Information provided:

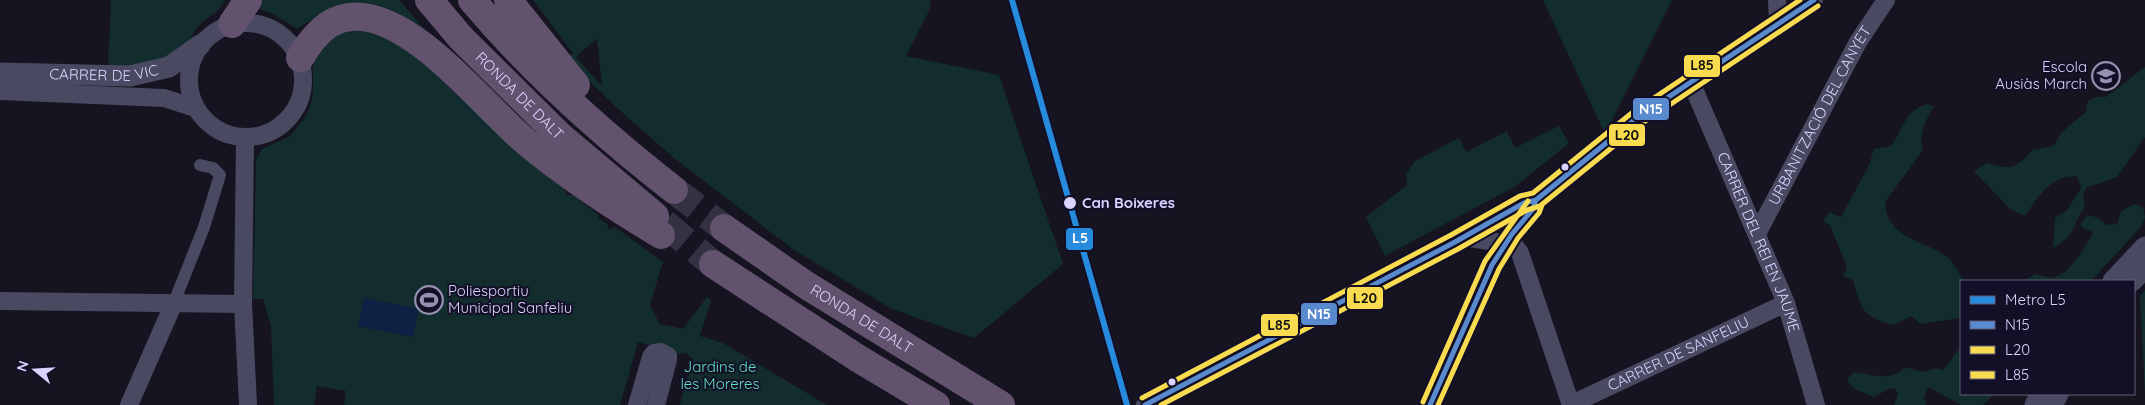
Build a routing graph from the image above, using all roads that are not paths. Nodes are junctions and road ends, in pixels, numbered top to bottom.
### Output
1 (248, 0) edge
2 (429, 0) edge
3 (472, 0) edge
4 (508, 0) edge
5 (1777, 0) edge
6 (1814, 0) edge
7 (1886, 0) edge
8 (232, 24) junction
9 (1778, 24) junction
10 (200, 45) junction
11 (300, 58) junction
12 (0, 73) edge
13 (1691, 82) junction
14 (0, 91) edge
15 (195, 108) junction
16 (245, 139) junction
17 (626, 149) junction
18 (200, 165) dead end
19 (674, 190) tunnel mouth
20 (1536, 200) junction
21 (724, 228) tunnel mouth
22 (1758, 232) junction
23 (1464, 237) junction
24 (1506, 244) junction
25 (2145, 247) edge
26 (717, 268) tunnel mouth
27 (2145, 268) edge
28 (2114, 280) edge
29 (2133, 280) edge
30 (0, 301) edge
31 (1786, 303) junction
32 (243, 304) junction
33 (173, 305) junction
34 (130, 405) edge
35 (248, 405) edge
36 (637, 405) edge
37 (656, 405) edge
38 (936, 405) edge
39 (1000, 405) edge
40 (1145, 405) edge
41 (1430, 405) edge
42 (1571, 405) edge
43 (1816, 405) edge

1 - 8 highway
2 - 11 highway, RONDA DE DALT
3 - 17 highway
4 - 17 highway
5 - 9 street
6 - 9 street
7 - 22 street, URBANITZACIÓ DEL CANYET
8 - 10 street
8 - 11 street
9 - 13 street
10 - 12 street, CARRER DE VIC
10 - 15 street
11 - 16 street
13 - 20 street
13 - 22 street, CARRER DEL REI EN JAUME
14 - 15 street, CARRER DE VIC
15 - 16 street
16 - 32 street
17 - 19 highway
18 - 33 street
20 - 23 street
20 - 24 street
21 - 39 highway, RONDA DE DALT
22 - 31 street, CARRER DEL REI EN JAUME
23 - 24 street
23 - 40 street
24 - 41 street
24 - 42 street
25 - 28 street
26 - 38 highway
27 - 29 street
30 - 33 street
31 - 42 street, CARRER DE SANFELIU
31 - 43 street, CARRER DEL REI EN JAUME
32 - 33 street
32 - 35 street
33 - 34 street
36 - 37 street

* * *

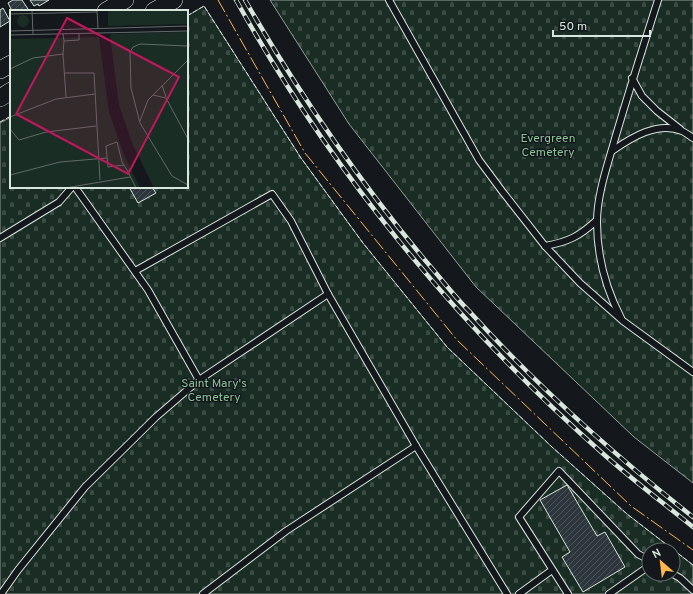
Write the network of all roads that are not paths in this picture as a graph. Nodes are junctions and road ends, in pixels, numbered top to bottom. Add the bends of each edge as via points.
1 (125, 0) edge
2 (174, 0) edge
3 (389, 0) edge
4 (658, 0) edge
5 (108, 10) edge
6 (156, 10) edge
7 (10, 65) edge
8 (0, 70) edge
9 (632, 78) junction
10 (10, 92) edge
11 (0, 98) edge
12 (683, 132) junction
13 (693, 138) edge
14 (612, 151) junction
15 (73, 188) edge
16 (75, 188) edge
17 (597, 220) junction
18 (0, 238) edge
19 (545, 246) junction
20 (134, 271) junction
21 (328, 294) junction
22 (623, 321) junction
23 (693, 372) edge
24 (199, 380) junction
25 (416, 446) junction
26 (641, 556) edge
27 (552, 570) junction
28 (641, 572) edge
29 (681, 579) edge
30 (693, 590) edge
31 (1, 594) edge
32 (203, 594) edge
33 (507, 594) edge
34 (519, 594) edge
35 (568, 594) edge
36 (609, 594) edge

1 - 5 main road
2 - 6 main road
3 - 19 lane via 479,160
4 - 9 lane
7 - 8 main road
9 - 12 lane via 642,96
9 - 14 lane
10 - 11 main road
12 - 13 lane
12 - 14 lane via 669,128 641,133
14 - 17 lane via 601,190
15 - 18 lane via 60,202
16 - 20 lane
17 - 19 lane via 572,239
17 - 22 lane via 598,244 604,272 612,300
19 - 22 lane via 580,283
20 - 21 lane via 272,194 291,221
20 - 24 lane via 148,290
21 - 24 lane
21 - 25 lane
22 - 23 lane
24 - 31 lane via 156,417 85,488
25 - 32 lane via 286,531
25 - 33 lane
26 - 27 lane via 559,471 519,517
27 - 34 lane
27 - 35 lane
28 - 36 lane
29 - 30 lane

Exercise: Return each line of the material above that holds the string "paths".

Result of this exercise:
Build a routing graph from the image above, using all roads that are not paths. Nodes are junctions and road ends, in pixels, numbered top to bottom.
Write the network of all roads that are not paths in this picture as a graph. Nodes are junctions and road ends, in pixels, numbered top to bottom. Add the bends of each edge as via points.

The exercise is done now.